(Dataset entries)
***

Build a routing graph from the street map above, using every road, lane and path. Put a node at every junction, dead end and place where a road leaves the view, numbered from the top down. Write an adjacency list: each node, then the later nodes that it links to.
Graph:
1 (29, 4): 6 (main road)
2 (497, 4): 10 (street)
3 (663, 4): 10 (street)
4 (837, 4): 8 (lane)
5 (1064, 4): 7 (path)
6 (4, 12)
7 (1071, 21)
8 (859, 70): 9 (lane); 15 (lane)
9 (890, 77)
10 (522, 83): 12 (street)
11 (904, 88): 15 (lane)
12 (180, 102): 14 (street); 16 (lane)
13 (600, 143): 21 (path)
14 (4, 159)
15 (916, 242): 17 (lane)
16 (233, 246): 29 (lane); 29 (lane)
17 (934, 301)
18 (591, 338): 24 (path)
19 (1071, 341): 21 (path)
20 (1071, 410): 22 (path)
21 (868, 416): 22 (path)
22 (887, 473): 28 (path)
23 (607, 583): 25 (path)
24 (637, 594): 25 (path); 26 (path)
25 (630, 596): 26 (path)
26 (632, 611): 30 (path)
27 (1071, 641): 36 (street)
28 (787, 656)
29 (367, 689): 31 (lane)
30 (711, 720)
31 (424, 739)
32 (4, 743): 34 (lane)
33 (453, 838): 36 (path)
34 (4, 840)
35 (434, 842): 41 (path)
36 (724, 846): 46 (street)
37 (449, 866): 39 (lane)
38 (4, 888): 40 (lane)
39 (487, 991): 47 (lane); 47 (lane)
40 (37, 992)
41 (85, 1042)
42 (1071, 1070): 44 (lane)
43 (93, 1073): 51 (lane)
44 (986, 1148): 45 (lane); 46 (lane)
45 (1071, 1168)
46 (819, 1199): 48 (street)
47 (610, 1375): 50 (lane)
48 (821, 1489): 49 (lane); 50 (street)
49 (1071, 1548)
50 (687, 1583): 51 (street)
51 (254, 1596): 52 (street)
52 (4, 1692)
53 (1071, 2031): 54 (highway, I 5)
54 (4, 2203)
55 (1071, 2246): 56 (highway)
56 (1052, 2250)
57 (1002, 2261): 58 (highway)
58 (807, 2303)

***

What is needed is a word-for-word copy of all the records above.

Build a routing graph from the street map above, using every road, lane and path. Put a node at every junction, dead end and place where a road leaves the view, numbered from the top down. Write an adjacency list: each node, then the later nodes that it links to.
Graph:
1 (29, 4): 6 (main road)
2 (497, 4): 10 (street)
3 (663, 4): 10 (street)
4 (837, 4): 8 (lane)
5 (1064, 4): 7 (path)
6 (4, 12)
7 (1071, 21)
8 (859, 70): 9 (lane); 15 (lane)
9 (890, 77)
10 (522, 83): 12 (street)
11 (904, 88): 15 (lane)
12 (180, 102): 14 (street); 16 (lane)
13 (600, 143): 21 (path)
14 (4, 159)
15 (916, 242): 17 (lane)
16 (233, 246): 29 (lane); 29 (lane)
17 (934, 301)
18 (591, 338): 24 (path)
19 (1071, 341): 21 (path)
20 (1071, 410): 22 (path)
21 (868, 416): 22 (path)
22 (887, 473): 28 (path)
23 (607, 583): 25 (path)
24 (637, 594): 25 (path); 26 (path)
25 (630, 596): 26 (path)
26 (632, 611): 30 (path)
27 (1071, 641): 36 (street)
28 (787, 656)
29 (367, 689): 31 (lane)
30 (711, 720)
31 (424, 739)
32 (4, 743): 34 (lane)
33 (453, 838): 36 (path)
34 (4, 840)
35 (434, 842): 41 (path)
36 (724, 846): 46 (street)
37 (449, 866): 39 (lane)
38 (4, 888): 40 (lane)
39 (487, 991): 47 (lane); 47 (lane)
40 (37, 992)
41 (85, 1042)
42 (1071, 1070): 44 (lane)
43 (93, 1073): 51 (lane)
44 (986, 1148): 45 (lane); 46 (lane)
45 (1071, 1168)
46 (819, 1199): 48 (street)
47 (610, 1375): 50 (lane)
48 (821, 1489): 49 (lane); 50 (street)
49 (1071, 1548)
50 (687, 1583): 51 (street)
51 (254, 1596): 52 (street)
52 (4, 1692)
53 (1071, 2031): 54 (highway, I 5)
54 (4, 2203)
55 (1071, 2246): 56 (highway)
56 (1052, 2250)
57 (1002, 2261): 58 (highway)
58 (807, 2303)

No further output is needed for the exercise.